Segment Open
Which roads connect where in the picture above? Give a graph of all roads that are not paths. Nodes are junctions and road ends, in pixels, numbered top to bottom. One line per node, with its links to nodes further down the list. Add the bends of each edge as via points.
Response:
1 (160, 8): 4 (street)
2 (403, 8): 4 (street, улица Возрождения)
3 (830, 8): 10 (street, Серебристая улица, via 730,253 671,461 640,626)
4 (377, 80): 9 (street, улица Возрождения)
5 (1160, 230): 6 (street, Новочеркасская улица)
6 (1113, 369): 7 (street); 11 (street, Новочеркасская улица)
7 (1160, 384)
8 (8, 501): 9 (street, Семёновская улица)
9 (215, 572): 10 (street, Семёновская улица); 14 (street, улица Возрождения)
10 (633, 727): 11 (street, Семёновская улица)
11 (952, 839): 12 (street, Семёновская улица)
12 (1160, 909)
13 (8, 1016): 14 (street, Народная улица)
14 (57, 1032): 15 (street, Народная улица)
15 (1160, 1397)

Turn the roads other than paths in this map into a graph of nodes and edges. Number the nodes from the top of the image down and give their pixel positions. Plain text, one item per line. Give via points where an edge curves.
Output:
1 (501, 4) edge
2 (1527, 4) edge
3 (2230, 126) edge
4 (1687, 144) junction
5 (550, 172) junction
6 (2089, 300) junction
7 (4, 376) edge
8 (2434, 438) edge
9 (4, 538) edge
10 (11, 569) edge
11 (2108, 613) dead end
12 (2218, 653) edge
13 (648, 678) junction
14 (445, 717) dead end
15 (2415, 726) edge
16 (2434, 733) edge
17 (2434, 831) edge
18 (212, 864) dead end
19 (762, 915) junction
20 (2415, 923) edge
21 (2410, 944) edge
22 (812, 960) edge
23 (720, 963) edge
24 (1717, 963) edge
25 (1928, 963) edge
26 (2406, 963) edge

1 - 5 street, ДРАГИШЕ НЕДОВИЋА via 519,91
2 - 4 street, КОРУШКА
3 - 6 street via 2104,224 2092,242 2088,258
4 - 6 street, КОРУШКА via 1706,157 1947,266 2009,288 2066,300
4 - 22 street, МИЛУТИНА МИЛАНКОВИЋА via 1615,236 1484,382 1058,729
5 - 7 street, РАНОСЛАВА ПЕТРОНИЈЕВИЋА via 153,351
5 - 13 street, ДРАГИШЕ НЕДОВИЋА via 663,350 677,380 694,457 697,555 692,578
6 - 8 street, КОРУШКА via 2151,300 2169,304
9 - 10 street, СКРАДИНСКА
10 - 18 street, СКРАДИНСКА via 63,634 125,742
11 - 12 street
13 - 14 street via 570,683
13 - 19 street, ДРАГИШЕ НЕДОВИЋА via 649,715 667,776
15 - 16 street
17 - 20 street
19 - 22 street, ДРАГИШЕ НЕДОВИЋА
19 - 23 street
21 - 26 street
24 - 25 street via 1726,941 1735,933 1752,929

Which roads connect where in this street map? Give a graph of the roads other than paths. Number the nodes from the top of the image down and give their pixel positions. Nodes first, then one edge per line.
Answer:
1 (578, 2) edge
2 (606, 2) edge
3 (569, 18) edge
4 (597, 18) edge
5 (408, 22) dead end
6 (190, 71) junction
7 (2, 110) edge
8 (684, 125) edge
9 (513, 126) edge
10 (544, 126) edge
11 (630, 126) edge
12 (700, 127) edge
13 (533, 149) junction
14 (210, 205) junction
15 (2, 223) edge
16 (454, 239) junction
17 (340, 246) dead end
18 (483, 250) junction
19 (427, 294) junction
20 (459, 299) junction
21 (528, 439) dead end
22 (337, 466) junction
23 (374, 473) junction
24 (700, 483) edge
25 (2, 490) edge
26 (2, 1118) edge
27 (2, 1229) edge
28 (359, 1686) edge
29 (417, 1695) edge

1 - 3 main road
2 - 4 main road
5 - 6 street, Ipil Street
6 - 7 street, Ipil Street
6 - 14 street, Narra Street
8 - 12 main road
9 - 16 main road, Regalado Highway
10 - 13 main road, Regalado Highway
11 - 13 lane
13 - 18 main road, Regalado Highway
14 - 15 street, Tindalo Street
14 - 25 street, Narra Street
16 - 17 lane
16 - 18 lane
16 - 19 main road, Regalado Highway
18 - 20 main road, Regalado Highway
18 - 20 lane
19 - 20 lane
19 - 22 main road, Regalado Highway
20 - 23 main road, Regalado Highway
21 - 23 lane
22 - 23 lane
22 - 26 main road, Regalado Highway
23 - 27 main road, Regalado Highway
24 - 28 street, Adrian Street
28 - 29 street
Segment Closed
EXERCISE:
Report each line of the material in which the string "positions" occurs.

ANSWER BOX:
Turn the roads other than paths in this map into a graph of nodes and edges. Number the nodes from the top of the image down and give their pixel positions. Plain text, one item per line. Give via points where an edge curves.
Which roads connect where in this street map? Give a graph of the roads other than paths. Number the nodes from the top of the image down and give their pixel positions. Nodes first, then one edge per line.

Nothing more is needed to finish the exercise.